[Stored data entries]

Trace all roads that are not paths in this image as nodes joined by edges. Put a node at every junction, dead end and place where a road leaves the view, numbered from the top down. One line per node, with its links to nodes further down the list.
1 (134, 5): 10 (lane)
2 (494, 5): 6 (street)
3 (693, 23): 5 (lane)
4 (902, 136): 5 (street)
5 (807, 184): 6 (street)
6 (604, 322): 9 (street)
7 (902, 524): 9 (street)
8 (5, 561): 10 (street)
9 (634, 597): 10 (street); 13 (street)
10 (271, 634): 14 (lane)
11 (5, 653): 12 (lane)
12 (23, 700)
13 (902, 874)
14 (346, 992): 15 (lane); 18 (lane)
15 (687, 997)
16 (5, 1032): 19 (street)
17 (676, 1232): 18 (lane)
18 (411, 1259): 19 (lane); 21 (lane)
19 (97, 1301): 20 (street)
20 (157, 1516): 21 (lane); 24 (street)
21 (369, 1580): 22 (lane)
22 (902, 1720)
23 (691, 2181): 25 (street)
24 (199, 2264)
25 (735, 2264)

- INSTRUCTIONS TO FOLLOW
Line by line, please copy the records above exactly.

- WRITTEN REPLY
Trace all roads that are not paths in this image as nodes joined by edges. Put a node at every junction, dead end and place where a road leaves the view, numbered from the top down. One line per node, with its links to nodes further down the list.
1 (134, 5): 10 (lane)
2 (494, 5): 6 (street)
3 (693, 23): 5 (lane)
4 (902, 136): 5 (street)
5 (807, 184): 6 (street)
6 (604, 322): 9 (street)
7 (902, 524): 9 (street)
8 (5, 561): 10 (street)
9 (634, 597): 10 (street); 13 (street)
10 (271, 634): 14 (lane)
11 (5, 653): 12 (lane)
12 (23, 700)
13 (902, 874)
14 (346, 992): 15 (lane); 18 (lane)
15 (687, 997)
16 (5, 1032): 19 (street)
17 (676, 1232): 18 (lane)
18 (411, 1259): 19 (lane); 21 (lane)
19 (97, 1301): 20 (street)
20 (157, 1516): 21 (lane); 24 (street)
21 (369, 1580): 22 (lane)
22 (902, 1720)
23 (691, 2181): 25 (street)
24 (199, 2264)
25 (735, 2264)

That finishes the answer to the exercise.